Review: The Dive in Canton is Not Your Grandfather’s Dive Bar

Chef Jesse Sandlin’s latest project features inventive cocktails, disco fries, and pickle pizzas.
The pickle pizza at The Dive in Canton. —Photography by Justin Tsucalas

The Dive, the new restaurant on a Canton street corner, both is and is not a dive bar.

The exterior brickwork is painted cobalt blue and features a deep-sea diver, as if you’ve wandered into a marine supply shop. Inside, the purple booths are filled with families digging into hubcap-sized double pepperoni pizzas or smashburgers. Perched at the bar are men with cans of Natty Boh and a silver-haired couple sharing an Alfredo pizza, one with a glass of wine, the other a cocktail the color of swimming pool water called the Blue Hawaii.

The quirky menu is a blissful hodgepodge of bar standbys like chicken wings and cheesesteaks, and mash-up inventions including a sandwich loaded with peanut butter, potato chips, and Sriracha, and a pizza with cheese, pickled jalapeños, and “Dorito essence,” which is what happens when you pulverize a handful of the spicy chips and pretend it’s fancy seasoning salt.

Which is to say that The Dive is a dive bar, but it is Jesse Sandlin’s dive bar. The Baltimore native, Top Chef alum, and owner of nearby Sally O’s opened her new joint in November.

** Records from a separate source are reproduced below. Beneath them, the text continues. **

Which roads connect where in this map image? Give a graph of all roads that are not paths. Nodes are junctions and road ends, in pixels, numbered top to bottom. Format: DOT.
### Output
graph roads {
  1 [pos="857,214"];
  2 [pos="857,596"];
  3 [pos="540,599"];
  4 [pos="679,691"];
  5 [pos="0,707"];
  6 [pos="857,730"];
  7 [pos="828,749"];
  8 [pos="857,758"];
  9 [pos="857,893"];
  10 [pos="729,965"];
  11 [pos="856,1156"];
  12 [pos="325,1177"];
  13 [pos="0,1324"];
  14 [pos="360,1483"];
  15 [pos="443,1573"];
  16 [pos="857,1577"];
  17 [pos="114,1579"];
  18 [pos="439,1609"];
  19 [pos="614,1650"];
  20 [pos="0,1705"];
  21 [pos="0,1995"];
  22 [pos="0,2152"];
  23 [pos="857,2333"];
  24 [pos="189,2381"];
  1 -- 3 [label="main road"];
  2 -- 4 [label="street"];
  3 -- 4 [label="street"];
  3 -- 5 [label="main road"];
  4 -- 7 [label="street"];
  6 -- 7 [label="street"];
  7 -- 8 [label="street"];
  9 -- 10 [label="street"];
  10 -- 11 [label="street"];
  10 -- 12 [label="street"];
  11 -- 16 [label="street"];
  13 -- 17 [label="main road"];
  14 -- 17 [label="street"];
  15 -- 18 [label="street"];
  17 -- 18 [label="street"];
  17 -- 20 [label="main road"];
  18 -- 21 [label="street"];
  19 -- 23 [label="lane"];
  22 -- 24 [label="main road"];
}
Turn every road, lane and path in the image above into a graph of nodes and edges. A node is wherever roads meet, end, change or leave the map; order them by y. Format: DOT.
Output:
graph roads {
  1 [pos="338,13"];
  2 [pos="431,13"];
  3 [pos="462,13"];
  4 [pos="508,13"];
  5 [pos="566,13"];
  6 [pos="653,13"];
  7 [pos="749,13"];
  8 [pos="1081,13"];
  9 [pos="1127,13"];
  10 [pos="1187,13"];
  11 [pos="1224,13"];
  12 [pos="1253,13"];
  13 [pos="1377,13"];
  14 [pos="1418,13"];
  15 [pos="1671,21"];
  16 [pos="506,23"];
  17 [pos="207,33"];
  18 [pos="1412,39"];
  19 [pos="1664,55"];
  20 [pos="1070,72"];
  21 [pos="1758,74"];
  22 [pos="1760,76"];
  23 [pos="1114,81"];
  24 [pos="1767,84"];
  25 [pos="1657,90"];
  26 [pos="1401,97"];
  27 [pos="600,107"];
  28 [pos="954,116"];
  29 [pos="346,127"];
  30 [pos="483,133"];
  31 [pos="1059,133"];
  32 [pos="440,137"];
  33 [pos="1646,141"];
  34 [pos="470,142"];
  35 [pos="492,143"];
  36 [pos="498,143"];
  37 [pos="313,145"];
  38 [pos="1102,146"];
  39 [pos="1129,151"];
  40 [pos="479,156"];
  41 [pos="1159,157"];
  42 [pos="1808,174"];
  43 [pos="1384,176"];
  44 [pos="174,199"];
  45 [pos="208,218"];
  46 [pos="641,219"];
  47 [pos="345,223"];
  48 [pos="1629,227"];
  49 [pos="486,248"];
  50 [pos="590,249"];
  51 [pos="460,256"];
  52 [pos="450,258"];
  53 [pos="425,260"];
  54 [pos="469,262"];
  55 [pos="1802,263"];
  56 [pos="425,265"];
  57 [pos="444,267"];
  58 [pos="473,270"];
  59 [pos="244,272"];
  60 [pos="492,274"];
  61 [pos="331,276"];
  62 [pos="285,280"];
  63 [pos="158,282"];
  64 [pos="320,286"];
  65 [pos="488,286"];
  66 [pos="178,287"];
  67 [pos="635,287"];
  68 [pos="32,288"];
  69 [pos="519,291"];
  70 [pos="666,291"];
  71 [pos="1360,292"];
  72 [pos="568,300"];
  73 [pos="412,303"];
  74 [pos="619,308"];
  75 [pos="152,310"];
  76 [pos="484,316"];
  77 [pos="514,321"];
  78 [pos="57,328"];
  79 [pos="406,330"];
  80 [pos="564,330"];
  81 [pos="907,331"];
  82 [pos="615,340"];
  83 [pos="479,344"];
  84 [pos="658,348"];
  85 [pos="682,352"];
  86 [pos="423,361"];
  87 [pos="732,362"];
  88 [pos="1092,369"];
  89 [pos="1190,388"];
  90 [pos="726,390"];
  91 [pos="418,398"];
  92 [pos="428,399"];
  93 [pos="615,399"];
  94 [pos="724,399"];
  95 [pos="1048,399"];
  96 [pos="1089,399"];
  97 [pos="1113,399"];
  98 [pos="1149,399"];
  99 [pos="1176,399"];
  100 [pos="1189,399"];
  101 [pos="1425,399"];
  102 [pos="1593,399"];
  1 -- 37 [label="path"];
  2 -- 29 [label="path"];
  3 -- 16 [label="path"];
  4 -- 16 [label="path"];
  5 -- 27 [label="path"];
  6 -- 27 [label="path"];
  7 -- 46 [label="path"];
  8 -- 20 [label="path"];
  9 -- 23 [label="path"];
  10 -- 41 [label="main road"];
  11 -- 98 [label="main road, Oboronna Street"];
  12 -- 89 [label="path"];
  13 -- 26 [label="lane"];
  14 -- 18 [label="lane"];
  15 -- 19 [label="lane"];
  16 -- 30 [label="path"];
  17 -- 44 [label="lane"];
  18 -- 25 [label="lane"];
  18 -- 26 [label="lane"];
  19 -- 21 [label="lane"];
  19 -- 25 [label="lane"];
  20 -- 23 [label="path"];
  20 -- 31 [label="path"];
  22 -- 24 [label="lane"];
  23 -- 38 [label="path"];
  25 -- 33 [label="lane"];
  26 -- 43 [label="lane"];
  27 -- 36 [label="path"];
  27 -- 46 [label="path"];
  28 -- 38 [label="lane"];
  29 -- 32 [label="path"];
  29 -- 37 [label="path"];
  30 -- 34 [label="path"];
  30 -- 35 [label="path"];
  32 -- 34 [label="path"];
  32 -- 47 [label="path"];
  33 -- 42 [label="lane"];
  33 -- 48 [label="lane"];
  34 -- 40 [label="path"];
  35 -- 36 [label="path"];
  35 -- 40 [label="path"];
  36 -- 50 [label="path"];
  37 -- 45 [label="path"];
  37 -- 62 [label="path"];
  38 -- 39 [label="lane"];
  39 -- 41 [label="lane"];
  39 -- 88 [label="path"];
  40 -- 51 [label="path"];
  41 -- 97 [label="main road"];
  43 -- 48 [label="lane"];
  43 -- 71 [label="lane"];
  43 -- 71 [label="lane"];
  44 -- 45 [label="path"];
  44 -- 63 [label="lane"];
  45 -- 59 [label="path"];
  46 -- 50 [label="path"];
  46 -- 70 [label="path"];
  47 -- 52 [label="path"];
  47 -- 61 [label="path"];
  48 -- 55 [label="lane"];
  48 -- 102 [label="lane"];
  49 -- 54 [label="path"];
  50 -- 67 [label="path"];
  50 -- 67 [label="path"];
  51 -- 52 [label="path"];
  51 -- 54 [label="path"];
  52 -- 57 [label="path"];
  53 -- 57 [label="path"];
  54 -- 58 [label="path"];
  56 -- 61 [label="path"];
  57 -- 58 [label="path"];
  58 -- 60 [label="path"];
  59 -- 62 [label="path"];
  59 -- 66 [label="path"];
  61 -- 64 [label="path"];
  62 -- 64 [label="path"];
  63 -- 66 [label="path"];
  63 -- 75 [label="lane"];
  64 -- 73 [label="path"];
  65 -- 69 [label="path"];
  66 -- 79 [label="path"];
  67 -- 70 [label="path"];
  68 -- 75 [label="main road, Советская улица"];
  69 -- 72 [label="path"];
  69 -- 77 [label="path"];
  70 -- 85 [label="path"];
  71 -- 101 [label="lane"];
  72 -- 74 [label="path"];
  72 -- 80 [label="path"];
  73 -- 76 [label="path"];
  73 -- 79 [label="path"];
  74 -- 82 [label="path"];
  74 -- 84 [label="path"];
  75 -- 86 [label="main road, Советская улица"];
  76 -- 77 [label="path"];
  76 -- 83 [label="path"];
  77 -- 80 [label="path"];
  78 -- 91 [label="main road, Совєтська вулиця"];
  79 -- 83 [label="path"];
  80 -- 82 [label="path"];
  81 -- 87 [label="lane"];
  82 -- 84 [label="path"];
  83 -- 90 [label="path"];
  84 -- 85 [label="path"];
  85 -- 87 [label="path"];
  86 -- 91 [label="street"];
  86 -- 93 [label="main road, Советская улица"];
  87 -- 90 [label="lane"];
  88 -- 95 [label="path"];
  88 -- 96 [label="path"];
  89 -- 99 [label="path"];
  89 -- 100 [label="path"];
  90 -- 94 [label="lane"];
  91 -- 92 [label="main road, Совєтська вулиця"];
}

On the surface, what her kitchen turns out may look like stoner junk food, but it’s thoughtful, well-orchestrated—and creative to the point of being goofy.

“There’s people walking dogs and baby strollers,” says Sandlin. “As much as we love the dive bar mentality, this was not going to be old men playing video poker by the bar.”

The turn-of-the-century rowhouse is nonetheless a bar, so there’s beer and wine, and a cocktail list as inventive as the food, often poured by Peter Enny, Sandlin’s life and business partner. There’s that Blue Hawaii, and the bright green Pinball Wizard, concocted with cucumber gin, fruit, and aquafaba, the name for the liquid remaining after cooking chickpeas and an ingredient that’s become a favorite for both bartenders and pastry chefs.

Here, the produce is from farmers’ markets and ingredients are used in pragmatic, cheffy ways, like the bowls of habit-forming crispy chickpeas—hence the aquafaba. Sandlin’s wings get a two-day bath in herby buttermilk, are blanched and double-fried, then tossed with garlic-butter and Parmesan. The fried bologna sandwich is actually mortadella, sauced and topped with fried pickles. Pickles are everywhere on the menu: fried as a bar snack, nestled into the smashburger—and on the wonderful pickle pizza.

Scattered across the top of a sturdy pie—built with Havarti, “tiger sauce,” and dill—the pickles give crunch and a hit of acidity. It’s one of those odd combinations that only seems strange until you try it.

There’s also a late-night “sausage party,” with foot-long hot dogs topped with bacon-jalapeño relish or crab dip. And the kitchen stays open till midnight, so you can order a pie with maitake mushrooms, ricotta, za’atar, and truffle honey with a last Dirty Bird martini.

Your grandfather’s dive bar this is not.

The-Scoop

THE DIVE: 3123 Elliott St., 667-309-7501. HOURS: Tues.-Sat., 4 p.m. to 1 a.m. PRICES: Snacks and sandwiches: $4-14; pizzas: $12-16; desserts: $7.